Semua spesimen diperoleh dari pasien dengan dugaan pertussis dari King Country, Washington, yang dirujuk ke Laboratorium Mikrobiologi pada Rumah Sakit Anak dan Pusat Kesehatan Wilayah (CHRMC), Seattle, WA, antara Januari 2002 sampai Desember 2005. Kultur hanya dilakukan pada spesimen PCR positif dan PCR indeterminate. Dua swab Dacron atau rayon nasofaring diperoleh, satu diletakkan disamping ReganLowe transpor medium untuk kultur yang menunggu hasil PCR dan yang lainnya disimpan pada suhu 20⁰C dalam tube steril tanpa tarnspor aditif. Swab yang paling akhir diproses dengan menambahkan 1 ml garam steril, diikuti 30s campuran vigorous vortox. Suspensi garam dipindahkan ke 1,5 ml tube Eppendort dan disentrifuse pada 1160 x g selama 5 menit, dan butir-butir dihentikan pada 100 ml tingkat molekuler air (Fischer Scientific, Fair lawn, NJ) dan dipanaskan pada 95⁰C selama 5 menit dan didinginkan pada 4⁰C. Amplifikasi dalam kontrol positif terdiri dari organisme baru tumbuh diencerkan menjadi 1 : 10 dan 1 : 100 dan 0.5 suspensi McFarland pada B. pertussis ATCC 9340 dan B. parapertussis ATCC 15237. Sensitivitas PCR untuk IS< PT, dan PO/RA sudah divalidasi pada batas pemeriksaan rendah 20 CFU. Inokulum akhir dari pemanasan bahan kontrol B. pertussis ATCC 9340 menggunakan pengenceran ujung akhirnya dapat menjamin jumlah kopi genom sedikitnya 50 per reaksi pada tiap tes yang dilakukan. Air pada tingkat molekuler telah digunakan untuk kontrol negatif dan penanda b–aktin manusia telah digunakan untuk mengontrol kualitas spesimen dan hambatan PCR.

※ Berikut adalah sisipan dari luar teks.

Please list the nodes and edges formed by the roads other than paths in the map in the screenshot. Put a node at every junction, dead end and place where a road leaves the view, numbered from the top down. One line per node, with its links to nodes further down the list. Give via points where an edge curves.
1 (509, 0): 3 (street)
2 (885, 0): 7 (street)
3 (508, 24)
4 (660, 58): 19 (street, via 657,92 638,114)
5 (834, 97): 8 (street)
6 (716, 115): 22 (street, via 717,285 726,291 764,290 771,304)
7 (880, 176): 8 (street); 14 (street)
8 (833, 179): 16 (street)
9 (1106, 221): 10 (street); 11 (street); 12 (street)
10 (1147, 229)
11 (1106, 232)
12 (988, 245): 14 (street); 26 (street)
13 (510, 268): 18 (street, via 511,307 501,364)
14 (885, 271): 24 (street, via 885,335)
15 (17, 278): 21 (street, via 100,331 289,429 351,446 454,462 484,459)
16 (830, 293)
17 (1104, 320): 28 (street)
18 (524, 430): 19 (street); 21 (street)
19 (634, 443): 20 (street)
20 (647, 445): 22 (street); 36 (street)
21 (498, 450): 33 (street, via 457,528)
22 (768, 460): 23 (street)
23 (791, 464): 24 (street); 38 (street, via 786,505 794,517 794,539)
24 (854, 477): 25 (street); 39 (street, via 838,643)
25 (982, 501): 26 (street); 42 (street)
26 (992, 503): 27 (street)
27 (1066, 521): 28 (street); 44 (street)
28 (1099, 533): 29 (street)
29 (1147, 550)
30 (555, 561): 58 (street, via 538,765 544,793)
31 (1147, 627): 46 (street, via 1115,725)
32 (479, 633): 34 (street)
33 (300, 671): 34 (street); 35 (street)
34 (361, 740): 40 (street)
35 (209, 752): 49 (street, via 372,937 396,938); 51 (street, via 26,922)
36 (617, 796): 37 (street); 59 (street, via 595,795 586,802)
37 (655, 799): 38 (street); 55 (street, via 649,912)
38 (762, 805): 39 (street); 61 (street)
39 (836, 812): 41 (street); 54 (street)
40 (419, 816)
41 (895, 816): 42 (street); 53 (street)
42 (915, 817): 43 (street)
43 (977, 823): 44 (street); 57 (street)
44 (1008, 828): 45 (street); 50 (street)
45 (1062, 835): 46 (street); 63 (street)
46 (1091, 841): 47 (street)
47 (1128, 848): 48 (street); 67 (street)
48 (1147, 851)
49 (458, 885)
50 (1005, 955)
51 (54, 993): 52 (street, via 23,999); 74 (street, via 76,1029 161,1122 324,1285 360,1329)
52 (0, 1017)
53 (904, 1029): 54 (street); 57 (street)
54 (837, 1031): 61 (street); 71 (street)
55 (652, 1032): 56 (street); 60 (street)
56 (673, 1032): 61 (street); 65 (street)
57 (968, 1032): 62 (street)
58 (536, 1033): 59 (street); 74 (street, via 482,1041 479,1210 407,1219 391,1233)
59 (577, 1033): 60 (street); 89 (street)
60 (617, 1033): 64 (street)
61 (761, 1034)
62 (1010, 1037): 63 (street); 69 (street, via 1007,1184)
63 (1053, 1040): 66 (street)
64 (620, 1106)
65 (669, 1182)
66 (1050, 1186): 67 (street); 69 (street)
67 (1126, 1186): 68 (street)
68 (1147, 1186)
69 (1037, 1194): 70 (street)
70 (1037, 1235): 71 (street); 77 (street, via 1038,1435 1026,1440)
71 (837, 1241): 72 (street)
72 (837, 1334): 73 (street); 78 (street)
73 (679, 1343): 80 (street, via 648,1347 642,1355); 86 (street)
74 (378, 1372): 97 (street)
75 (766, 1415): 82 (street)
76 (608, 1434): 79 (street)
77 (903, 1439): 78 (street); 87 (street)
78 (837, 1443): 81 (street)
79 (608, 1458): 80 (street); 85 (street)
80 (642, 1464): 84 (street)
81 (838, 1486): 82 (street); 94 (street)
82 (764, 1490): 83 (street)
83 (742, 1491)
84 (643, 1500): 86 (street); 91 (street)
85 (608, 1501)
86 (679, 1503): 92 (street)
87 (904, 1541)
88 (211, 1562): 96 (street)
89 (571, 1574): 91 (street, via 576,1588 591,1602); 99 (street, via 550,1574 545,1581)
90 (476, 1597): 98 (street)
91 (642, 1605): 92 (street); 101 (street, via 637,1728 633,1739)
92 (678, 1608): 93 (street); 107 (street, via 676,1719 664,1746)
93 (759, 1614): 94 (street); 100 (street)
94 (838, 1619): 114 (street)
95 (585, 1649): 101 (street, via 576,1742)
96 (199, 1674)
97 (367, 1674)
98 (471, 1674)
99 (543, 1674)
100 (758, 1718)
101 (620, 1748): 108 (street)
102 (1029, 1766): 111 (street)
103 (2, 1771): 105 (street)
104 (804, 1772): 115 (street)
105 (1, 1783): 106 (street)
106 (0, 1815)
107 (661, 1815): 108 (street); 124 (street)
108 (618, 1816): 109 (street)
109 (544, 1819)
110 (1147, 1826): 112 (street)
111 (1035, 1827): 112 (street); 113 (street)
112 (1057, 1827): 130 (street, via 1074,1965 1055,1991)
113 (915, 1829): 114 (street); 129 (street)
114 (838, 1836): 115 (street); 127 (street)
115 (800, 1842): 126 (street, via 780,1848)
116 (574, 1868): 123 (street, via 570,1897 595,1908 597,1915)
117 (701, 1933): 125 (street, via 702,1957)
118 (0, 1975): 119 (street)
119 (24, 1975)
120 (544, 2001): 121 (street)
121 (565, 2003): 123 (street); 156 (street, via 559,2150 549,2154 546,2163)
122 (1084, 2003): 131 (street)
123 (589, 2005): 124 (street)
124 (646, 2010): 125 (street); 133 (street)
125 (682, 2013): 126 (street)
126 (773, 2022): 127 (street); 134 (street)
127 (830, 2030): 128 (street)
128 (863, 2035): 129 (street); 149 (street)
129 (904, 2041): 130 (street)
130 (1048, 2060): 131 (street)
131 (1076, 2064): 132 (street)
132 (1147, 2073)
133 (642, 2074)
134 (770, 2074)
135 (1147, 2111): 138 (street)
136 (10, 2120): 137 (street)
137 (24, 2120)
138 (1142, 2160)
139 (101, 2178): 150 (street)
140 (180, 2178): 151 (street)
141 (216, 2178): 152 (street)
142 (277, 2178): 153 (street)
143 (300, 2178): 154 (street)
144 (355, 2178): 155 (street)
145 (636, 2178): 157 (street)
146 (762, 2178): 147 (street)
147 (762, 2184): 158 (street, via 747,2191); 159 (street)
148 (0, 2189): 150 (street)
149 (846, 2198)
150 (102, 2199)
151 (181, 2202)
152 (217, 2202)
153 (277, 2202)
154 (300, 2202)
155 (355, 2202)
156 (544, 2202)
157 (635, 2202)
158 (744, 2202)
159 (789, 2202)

Ui PCR didesain untuk mendeteksi tiga target independen pada genom Bordetella : chromosomal repeated insersion sequence IS 481 (IS), racub polimorfis pertussis ptxA promoter region (PT), dan recA (RA) gene coding region, selama periode pertama penelitian gen outer membran porin (PO) digunakan sebelum sekuen RA tersedia.

Pertussis yang terdeteksi oleh tiga target IS-PT-PO/RA PCR adalah pada 309 pasien dan 247 pasien terdeteksi oleh konvensional single target IS. Dibandingkan dengan single target IS kombinasi tiga target meningkatkan proporsi spesimen positif 1,25 kali lipat dan kombinasi 2 target meningkatkan proporsi spesimen positif 1,10-1,24 kali lipat. Sembilan kasus infeksi B. parapertussis dilaporkan berdasarkan pengunaan multitarget PCR ini.